# Required action
Pull out every line below that holds the word "Garca".

[Data items]

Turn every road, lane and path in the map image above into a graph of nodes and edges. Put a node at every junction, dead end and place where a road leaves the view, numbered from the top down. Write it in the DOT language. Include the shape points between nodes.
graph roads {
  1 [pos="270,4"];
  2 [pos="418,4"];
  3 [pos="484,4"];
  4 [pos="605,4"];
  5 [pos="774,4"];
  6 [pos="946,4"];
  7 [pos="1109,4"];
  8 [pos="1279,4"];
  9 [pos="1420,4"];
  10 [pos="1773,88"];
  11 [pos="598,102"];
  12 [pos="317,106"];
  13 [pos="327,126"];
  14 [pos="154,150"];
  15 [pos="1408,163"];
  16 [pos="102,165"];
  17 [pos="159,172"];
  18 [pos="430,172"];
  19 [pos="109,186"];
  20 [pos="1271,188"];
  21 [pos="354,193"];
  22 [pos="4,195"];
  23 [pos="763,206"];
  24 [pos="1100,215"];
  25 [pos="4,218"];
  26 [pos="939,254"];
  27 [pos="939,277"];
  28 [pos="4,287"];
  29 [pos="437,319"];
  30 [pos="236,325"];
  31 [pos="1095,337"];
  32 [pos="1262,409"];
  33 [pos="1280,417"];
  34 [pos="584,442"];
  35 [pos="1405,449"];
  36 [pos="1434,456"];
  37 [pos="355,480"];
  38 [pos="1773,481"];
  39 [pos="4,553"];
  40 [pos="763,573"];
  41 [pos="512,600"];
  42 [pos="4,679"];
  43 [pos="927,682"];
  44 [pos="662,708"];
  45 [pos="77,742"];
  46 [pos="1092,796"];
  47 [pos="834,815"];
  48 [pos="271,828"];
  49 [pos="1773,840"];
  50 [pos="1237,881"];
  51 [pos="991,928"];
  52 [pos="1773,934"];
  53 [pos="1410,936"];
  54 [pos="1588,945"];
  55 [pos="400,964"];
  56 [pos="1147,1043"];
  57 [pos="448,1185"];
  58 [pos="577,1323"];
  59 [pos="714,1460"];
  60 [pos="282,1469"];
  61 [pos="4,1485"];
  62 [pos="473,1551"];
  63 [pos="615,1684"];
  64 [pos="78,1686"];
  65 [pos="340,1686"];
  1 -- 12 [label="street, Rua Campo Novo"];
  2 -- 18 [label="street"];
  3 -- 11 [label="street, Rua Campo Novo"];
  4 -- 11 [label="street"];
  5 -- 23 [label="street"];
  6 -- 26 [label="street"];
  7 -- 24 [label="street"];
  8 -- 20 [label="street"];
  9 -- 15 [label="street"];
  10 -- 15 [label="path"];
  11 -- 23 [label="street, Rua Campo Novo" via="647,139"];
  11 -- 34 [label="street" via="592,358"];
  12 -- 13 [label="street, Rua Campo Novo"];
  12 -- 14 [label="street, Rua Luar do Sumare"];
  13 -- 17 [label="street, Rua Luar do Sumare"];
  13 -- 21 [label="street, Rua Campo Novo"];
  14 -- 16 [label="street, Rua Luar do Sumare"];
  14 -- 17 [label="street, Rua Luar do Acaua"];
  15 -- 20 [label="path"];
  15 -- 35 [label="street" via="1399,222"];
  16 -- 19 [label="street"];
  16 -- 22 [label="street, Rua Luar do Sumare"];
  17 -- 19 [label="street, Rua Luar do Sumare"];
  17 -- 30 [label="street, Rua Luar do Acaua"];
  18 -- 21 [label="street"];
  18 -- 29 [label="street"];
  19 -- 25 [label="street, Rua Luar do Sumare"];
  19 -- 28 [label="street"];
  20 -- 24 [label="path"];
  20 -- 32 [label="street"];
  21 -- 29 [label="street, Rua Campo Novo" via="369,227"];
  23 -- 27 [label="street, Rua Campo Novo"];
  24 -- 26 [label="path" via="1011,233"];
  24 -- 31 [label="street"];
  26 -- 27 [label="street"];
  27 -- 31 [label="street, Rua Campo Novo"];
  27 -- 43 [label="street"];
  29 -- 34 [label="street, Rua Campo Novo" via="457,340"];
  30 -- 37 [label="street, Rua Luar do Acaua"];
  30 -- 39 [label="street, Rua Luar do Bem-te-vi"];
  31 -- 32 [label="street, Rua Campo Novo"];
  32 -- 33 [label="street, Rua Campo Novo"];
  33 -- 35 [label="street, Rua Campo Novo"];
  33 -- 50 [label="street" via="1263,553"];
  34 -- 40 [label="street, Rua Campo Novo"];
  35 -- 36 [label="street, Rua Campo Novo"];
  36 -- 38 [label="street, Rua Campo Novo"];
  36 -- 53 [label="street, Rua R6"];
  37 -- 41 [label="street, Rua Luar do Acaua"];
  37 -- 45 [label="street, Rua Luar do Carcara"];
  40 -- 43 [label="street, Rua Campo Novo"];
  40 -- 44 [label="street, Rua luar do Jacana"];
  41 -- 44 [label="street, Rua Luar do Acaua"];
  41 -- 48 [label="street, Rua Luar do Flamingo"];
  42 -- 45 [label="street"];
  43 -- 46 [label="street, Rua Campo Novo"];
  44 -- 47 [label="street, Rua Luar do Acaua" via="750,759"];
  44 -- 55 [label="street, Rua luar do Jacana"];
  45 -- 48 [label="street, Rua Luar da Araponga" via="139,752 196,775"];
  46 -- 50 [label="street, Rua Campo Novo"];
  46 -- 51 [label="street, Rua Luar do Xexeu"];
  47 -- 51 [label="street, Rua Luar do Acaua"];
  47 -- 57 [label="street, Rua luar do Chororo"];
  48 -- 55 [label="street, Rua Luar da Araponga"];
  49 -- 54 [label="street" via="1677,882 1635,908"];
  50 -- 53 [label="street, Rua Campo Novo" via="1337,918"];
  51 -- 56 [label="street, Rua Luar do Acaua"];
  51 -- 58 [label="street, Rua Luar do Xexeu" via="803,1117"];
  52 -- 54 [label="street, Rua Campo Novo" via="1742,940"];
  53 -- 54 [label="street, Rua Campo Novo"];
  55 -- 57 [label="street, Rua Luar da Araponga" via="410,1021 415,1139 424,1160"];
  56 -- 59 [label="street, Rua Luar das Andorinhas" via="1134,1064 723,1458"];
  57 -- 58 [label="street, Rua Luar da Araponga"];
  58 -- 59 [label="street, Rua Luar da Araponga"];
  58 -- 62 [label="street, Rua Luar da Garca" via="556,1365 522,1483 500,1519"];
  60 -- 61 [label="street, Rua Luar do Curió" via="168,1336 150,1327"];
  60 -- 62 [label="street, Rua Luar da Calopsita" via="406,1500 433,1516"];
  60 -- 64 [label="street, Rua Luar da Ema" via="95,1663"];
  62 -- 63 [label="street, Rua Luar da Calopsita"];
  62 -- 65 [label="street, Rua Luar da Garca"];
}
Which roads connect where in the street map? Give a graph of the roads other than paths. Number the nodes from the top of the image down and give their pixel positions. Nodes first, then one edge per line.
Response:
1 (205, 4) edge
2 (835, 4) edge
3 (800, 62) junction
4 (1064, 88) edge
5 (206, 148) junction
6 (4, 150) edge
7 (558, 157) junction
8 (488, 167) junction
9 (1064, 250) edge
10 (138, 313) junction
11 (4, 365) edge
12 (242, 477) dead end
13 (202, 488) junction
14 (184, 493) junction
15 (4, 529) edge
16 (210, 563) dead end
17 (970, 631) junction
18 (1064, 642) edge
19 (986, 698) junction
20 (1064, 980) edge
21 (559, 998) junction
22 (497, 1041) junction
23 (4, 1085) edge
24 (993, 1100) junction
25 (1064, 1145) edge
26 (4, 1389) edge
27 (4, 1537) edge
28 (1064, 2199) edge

# Response below
  58 -- 62 [label="street, Rua Luar da Garca" via="556,1365 522,1483 500,1519"];
  62 -- 65 [label="street, Rua Luar da Garca"];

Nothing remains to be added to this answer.